The risk that the vaccine shortage has posed is severe and multifaceted. It exposes both public health and animals to major risks. Rabies is a zoonotic disease with a 100 per cent fatality rate if left untreated but entirely preventable with timely vaccination. Bangladesh ranks among the top three countries for human rabies death. According to the Lancet, rabies carries a high public health burden in Bangladesh, with about 300,000–400,000 people bitten by carrier animals each year. For most patients, public hospitals are the only source of free treatment as the rabies vaccine is expensive in the private sector. The disruption, therefore, affects low-income communities. The prolonged unavailability of the vaccine in public facilities risks reversing the progress made under the National Rabies Elimination Programme, initiated in 2011 with a goal of zero death by 2030. The situation also raises concerns about procurement process. Transfer of responsibilities from one to another agency without ensuring continuity in vaccine supply indicates a lack of coordination. The shortage may also lead to increased animal cruelty, with frightened communities reacting by killing stray dogs, undermining humane population control strategies. This highlights gaps in hospital management, forecasting and supply chain integrity in a public health system that is expected to respond to preventable diseases with efficiency and care.
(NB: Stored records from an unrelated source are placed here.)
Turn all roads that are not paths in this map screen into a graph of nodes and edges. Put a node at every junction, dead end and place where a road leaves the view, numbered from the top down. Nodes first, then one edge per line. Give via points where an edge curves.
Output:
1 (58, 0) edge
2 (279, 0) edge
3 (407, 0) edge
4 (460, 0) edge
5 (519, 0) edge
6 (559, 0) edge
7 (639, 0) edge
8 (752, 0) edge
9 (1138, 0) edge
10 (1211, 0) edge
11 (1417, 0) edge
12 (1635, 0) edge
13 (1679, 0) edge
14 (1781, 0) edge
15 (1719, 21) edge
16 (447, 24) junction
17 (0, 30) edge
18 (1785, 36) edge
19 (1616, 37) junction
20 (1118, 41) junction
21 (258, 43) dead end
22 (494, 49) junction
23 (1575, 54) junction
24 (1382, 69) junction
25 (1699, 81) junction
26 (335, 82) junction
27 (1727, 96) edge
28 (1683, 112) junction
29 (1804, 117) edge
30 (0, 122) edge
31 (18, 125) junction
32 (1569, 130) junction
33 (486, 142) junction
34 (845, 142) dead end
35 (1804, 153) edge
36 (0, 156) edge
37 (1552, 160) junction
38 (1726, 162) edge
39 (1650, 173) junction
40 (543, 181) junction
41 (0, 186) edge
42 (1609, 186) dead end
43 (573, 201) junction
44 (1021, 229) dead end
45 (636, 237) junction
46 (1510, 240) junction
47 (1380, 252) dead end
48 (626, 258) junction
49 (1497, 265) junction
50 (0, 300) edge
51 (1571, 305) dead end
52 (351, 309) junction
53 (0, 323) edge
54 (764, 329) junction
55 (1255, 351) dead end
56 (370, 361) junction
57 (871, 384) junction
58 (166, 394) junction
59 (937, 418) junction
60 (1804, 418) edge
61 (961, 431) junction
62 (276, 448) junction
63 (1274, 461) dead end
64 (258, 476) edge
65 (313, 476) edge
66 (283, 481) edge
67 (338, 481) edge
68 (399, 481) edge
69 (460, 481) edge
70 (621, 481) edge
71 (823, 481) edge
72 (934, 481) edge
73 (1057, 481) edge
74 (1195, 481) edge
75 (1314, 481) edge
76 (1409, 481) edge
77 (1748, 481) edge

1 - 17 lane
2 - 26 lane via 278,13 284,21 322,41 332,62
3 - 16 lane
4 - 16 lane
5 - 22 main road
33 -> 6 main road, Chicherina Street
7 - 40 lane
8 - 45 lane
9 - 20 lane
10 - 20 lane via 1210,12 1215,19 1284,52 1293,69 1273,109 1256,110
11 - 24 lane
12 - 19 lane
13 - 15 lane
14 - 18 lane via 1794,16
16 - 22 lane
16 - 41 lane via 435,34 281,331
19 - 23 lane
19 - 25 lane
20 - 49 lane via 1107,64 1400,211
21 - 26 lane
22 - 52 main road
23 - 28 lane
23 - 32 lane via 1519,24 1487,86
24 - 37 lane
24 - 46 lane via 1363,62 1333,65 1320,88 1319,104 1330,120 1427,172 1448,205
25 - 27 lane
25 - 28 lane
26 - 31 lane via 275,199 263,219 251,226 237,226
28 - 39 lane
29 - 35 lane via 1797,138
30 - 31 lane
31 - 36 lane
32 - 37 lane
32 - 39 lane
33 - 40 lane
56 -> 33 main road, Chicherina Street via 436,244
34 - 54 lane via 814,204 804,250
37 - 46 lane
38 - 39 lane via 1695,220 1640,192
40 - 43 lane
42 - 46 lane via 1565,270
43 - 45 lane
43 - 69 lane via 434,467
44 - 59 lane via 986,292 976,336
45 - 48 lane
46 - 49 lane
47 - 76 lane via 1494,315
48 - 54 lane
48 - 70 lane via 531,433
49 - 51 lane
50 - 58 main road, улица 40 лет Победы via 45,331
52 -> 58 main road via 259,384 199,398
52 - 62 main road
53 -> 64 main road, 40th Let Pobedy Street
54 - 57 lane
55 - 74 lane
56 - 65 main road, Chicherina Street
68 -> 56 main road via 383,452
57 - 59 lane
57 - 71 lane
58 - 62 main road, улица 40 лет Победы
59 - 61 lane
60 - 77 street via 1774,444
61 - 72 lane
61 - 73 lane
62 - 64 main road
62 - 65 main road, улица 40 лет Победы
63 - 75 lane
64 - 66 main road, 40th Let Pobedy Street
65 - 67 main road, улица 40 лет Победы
The authorities should, therefore, urgently distribute the vaccines to high-risk hospitals and revise the procurement for timely purchase, decentralised forecasting and buffer stocks. Public hospital preparedness needs a review to ensure uninterrupted post-exposure treatment. Sustaining the rabies elimination goal demands consistent human and animal vaccination, strong inter-agency coordination and accurate data on animal bites. Delay risks preventable death and undermine public health and disease control.